→ **Action item**
Output the records that follow exactly as they are written.
**********
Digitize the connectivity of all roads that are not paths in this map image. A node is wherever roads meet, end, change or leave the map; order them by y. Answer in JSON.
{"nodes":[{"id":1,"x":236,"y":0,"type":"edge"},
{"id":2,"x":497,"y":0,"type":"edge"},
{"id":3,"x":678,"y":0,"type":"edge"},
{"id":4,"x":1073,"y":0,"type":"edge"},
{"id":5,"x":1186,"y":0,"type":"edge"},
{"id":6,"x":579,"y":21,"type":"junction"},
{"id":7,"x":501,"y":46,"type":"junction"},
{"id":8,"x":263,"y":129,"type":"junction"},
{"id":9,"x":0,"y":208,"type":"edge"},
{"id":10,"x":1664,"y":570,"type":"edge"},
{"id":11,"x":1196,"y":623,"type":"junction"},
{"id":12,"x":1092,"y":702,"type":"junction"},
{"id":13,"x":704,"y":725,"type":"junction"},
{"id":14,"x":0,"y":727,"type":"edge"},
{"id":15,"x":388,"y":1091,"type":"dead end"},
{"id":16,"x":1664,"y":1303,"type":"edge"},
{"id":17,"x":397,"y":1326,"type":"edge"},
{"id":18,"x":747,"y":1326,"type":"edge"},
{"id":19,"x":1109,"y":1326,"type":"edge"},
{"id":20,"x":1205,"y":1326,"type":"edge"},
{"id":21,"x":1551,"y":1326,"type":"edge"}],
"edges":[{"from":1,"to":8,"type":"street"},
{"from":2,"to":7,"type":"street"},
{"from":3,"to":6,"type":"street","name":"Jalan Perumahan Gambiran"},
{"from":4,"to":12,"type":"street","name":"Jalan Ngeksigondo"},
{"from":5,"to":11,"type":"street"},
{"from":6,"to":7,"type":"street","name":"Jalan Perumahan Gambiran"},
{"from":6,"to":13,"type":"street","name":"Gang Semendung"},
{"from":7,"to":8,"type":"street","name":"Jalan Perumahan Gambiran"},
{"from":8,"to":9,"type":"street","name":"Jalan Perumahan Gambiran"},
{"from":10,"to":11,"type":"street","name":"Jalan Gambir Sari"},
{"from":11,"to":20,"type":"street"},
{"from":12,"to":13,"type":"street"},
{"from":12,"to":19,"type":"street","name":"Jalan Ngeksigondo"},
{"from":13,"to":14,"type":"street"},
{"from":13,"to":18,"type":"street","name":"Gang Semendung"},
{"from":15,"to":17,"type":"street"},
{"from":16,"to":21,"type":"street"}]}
**********
→ **Reply**
Digitize the connectivity of all roads that are not paths in this map image. A node is wherever roads meet, end, change or leave the map; order them by y. Answer in JSON.
{"nodes":[{"id":1,"x":236,"y":0,"type":"edge"},
{"id":2,"x":497,"y":0,"type":"edge"},
{"id":3,"x":678,"y":0,"type":"edge"},
{"id":4,"x":1073,"y":0,"type":"edge"},
{"id":5,"x":1186,"y":0,"type":"edge"},
{"id":6,"x":579,"y":21,"type":"junction"},
{"id":7,"x":501,"y":46,"type":"junction"},
{"id":8,"x":263,"y":129,"type":"junction"},
{"id":9,"x":0,"y":208,"type":"edge"},
{"id":10,"x":1664,"y":570,"type":"edge"},
{"id":11,"x":1196,"y":623,"type":"junction"},
{"id":12,"x":1092,"y":702,"type":"junction"},
{"id":13,"x":704,"y":725,"type":"junction"},
{"id":14,"x":0,"y":727,"type":"edge"},
{"id":15,"x":388,"y":1091,"type":"dead end"},
{"id":16,"x":1664,"y":1303,"type":"edge"},
{"id":17,"x":397,"y":1326,"type":"edge"},
{"id":18,"x":747,"y":1326,"type":"edge"},
{"id":19,"x":1109,"y":1326,"type":"edge"},
{"id":20,"x":1205,"y":1326,"type":"edge"},
{"id":21,"x":1551,"y":1326,"type":"edge"}],
"edges":[{"from":1,"to":8,"type":"street"},
{"from":2,"to":7,"type":"street"},
{"from":3,"to":6,"type":"street","name":"Jalan Perumahan Gambiran"},
{"from":4,"to":12,"type":"street","name":"Jalan Ngeksigondo"},
{"from":5,"to":11,"type":"street"},
{"from":6,"to":7,"type":"street","name":"Jalan Perumahan Gambiran"},
{"from":6,"to":13,"type":"street","name":"Gang Semendung"},
{"from":7,"to":8,"type":"street","name":"Jalan Perumahan Gambiran"},
{"from":8,"to":9,"type":"street","name":"Jalan Perumahan Gambiran"},
{"from":10,"to":11,"type":"street","name":"Jalan Gambir Sari"},
{"from":11,"to":20,"type":"street"},
{"from":12,"to":13,"type":"street"},
{"from":12,"to":19,"type":"street","name":"Jalan Ngeksigondo"},
{"from":13,"to":14,"type":"street"},
{"from":13,"to":18,"type":"street","name":"Gang Semendung"},
{"from":15,"to":17,"type":"street"},
{"from":16,"to":21,"type":"street"}]}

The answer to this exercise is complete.